▸ Excerpted records:
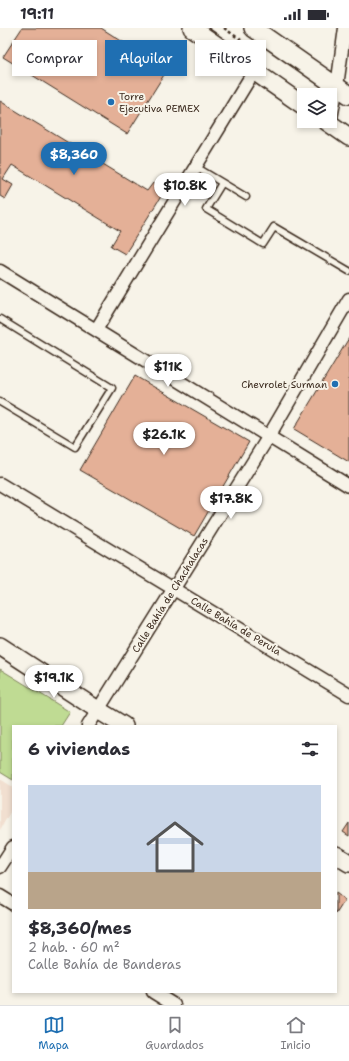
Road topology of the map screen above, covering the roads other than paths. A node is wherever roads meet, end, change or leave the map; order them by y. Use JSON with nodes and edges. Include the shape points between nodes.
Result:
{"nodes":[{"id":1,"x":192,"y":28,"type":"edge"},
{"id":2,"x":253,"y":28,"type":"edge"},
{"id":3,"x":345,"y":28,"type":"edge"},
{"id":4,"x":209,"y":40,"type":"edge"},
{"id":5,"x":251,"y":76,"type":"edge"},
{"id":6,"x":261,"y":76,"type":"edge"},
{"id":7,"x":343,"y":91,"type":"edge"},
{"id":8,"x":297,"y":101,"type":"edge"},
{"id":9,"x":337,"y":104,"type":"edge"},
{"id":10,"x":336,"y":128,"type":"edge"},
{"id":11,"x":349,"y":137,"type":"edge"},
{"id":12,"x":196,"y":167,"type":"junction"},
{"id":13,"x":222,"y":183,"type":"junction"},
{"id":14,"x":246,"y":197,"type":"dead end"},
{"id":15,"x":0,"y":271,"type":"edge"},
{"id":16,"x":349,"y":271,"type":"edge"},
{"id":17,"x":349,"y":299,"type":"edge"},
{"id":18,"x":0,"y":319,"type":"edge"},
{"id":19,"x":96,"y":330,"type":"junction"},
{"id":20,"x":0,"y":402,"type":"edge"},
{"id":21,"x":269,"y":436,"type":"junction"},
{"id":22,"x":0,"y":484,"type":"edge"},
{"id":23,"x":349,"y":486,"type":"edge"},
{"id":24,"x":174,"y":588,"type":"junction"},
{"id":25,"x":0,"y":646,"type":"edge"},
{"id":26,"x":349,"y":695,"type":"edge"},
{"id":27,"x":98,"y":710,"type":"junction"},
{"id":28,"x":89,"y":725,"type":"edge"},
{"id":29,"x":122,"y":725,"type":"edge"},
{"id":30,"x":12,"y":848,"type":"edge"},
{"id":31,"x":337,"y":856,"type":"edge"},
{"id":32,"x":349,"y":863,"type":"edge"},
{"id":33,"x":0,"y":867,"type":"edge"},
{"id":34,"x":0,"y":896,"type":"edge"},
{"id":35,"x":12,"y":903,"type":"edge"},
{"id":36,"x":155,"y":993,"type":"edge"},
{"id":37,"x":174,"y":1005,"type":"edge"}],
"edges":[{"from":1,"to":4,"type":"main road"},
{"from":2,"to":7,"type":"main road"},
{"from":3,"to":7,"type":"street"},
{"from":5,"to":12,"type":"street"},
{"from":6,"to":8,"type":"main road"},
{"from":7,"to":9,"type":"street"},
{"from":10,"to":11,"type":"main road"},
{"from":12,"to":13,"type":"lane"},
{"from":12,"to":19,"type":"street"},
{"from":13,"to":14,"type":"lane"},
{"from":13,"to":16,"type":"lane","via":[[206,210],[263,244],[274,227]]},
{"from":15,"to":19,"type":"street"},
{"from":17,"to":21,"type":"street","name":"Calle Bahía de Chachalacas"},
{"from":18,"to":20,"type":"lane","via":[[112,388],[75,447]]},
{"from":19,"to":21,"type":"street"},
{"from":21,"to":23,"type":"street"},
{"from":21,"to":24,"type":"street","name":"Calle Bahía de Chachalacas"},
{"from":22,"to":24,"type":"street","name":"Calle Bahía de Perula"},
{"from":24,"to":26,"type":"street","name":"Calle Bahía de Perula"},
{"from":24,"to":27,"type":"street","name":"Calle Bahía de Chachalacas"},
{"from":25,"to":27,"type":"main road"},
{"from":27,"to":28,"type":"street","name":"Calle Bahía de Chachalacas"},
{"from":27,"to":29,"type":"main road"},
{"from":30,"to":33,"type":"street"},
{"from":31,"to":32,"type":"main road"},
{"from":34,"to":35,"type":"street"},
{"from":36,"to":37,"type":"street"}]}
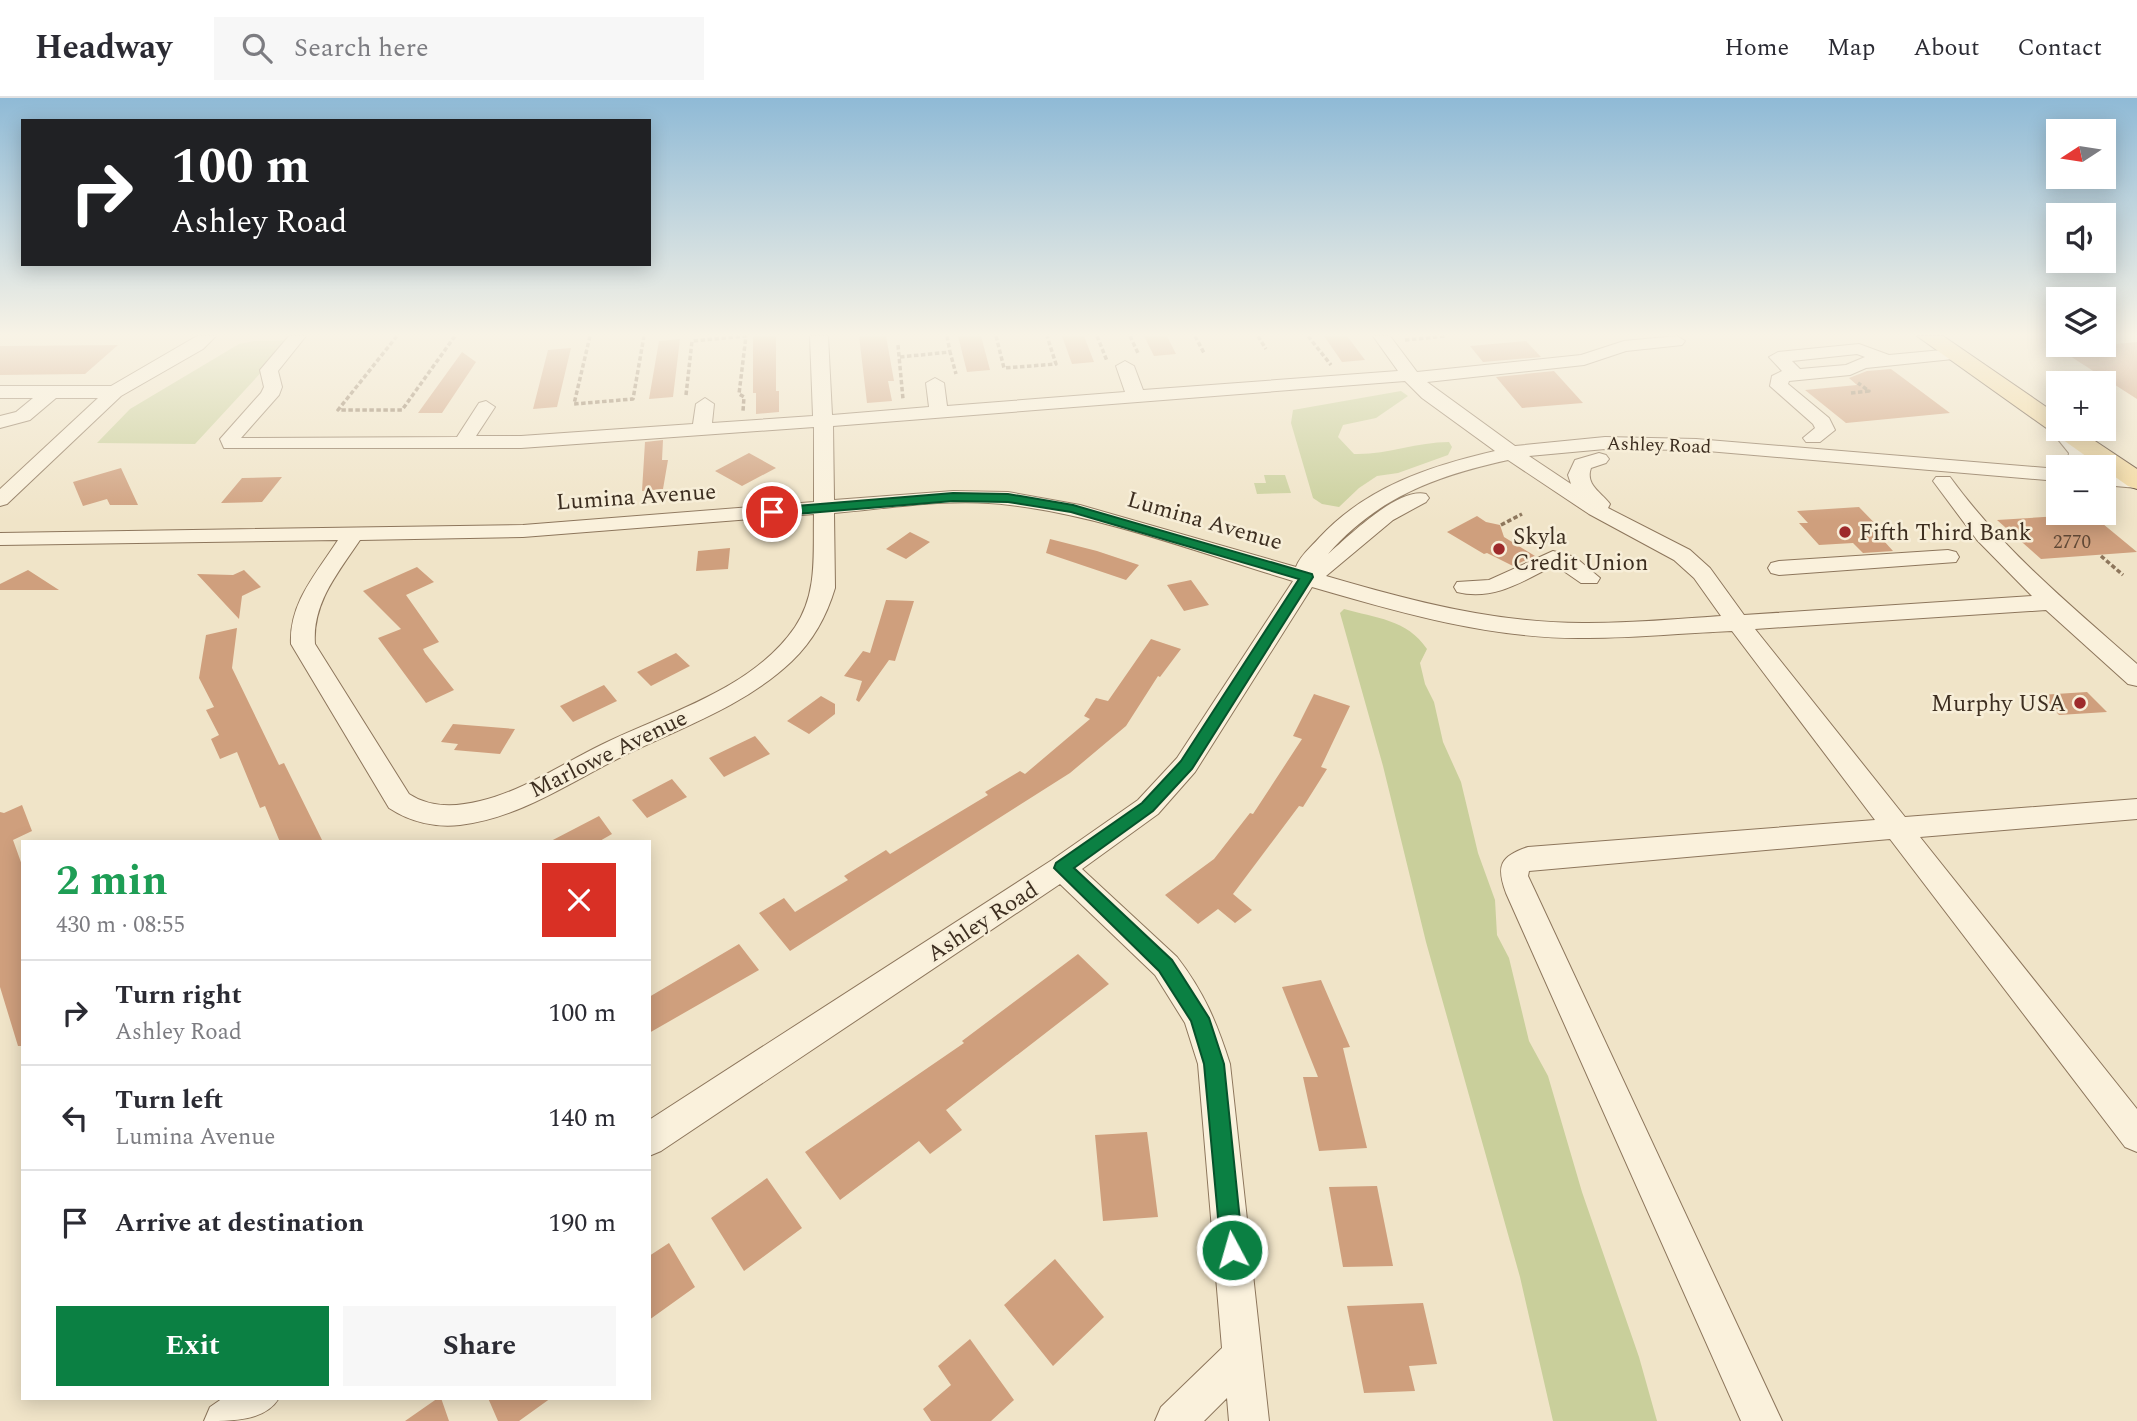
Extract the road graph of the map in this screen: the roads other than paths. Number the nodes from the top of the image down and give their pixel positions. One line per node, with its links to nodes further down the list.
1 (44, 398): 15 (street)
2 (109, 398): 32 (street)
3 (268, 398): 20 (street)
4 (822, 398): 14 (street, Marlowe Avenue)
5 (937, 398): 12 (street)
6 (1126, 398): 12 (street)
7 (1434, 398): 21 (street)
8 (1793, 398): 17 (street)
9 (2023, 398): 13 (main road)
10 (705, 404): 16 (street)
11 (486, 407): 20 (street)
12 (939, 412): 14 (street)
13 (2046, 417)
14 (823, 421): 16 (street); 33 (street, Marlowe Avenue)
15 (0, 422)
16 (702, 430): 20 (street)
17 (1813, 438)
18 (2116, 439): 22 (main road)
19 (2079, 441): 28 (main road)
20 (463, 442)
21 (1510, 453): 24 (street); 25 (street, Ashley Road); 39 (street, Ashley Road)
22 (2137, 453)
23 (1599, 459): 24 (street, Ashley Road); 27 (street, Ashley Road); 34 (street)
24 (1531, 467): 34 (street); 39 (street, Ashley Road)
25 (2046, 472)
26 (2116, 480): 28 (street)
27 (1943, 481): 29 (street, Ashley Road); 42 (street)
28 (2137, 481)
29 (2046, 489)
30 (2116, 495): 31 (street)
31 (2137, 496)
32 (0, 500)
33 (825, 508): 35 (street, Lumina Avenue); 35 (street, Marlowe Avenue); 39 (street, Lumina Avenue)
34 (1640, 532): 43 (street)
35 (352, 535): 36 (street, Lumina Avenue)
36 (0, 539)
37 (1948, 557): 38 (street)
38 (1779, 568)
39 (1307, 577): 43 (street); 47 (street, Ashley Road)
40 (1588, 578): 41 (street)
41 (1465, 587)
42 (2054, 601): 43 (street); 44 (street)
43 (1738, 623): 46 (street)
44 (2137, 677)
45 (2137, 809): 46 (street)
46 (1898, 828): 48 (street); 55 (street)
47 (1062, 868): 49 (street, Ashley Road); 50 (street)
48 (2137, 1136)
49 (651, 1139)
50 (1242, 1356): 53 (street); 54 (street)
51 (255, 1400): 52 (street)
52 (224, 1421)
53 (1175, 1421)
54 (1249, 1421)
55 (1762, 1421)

* * *

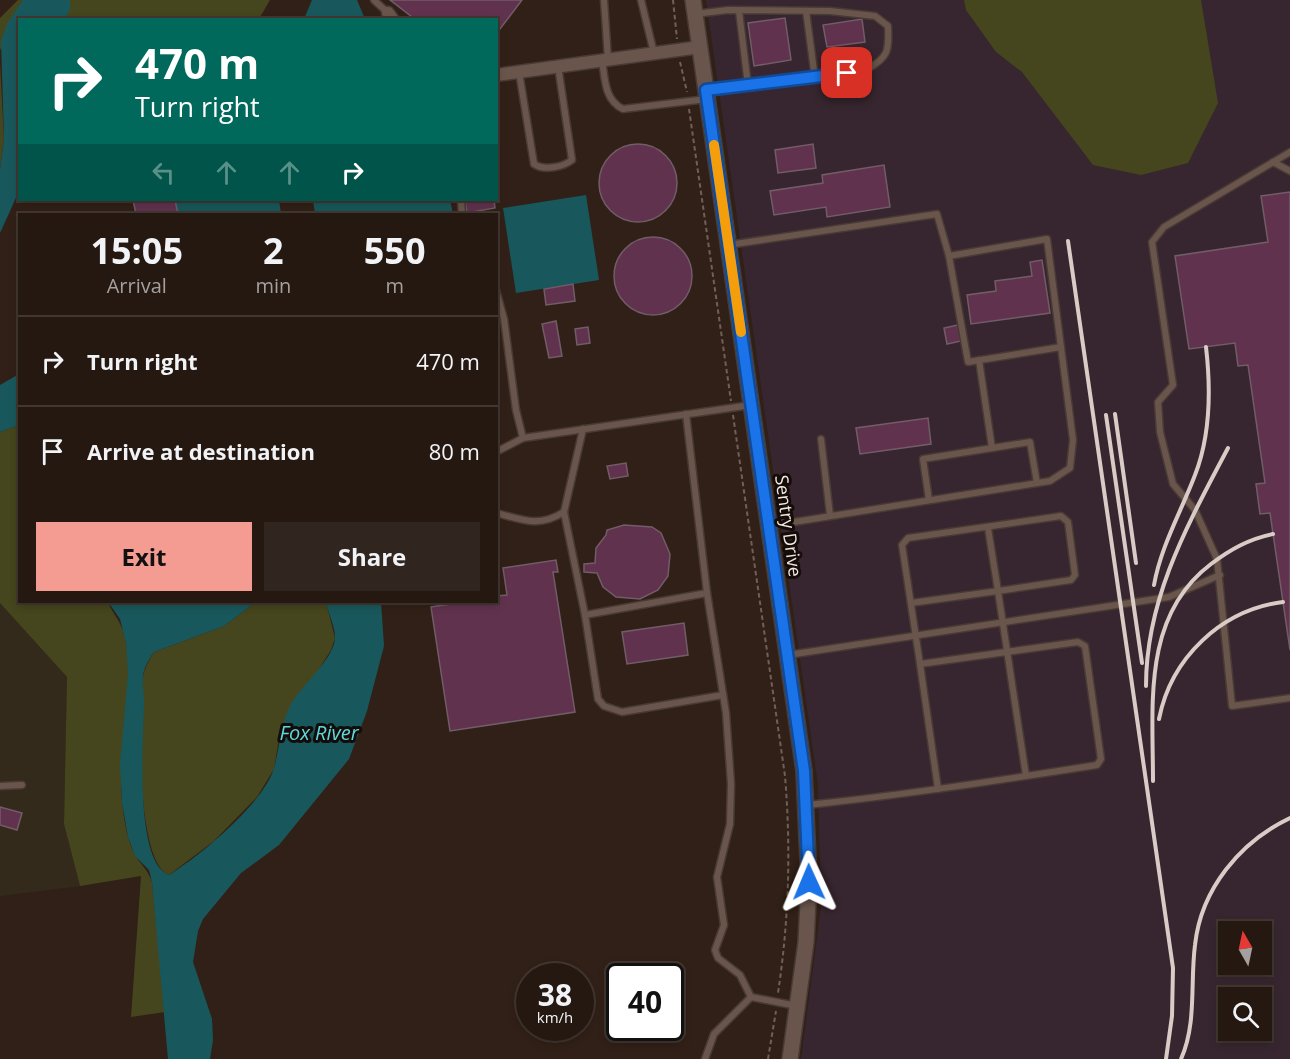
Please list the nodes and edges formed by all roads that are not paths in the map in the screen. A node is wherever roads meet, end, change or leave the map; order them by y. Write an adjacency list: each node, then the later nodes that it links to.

--

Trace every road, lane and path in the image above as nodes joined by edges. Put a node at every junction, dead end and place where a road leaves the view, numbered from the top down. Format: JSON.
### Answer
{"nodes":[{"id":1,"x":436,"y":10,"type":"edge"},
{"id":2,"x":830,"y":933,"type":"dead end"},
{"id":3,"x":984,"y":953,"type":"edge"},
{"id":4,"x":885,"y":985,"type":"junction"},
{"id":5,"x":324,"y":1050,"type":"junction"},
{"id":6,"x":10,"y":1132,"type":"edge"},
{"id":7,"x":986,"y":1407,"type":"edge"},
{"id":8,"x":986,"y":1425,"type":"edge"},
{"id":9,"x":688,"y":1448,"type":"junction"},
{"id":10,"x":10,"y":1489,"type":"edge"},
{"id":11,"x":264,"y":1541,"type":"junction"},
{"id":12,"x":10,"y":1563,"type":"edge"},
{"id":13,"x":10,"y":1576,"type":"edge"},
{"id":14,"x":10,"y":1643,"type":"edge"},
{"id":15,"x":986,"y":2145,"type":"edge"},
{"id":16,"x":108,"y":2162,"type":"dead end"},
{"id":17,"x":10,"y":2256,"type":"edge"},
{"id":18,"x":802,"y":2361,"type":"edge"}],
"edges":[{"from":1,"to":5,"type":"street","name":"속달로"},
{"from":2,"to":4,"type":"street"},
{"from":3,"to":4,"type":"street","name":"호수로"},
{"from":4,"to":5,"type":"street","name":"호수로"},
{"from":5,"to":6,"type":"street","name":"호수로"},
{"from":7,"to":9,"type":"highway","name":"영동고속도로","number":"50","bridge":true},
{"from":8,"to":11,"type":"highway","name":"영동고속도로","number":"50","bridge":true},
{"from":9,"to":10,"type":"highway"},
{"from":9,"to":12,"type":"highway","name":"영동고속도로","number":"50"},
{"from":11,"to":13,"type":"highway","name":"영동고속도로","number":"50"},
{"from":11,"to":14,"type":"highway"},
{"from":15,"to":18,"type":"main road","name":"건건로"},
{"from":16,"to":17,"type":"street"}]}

▸ The task:
Your answer should be each line from the preceding material in which the word "them" occurs.

▸ Answer to this exercise:
Road topology of the map screen above, covering the roads other than paths. A node is wherever roads meet, end, change or leave the map; order them by y. Use JSON with nodes and edges. Include the shape points between nodes.
Please list the nodes and edges formed by all roads that are not paths in the map in the screen. A node is wherever roads meet, end, change or leave the map; order them by y. Write an adjacency list: each node, then the later nodes that it links to.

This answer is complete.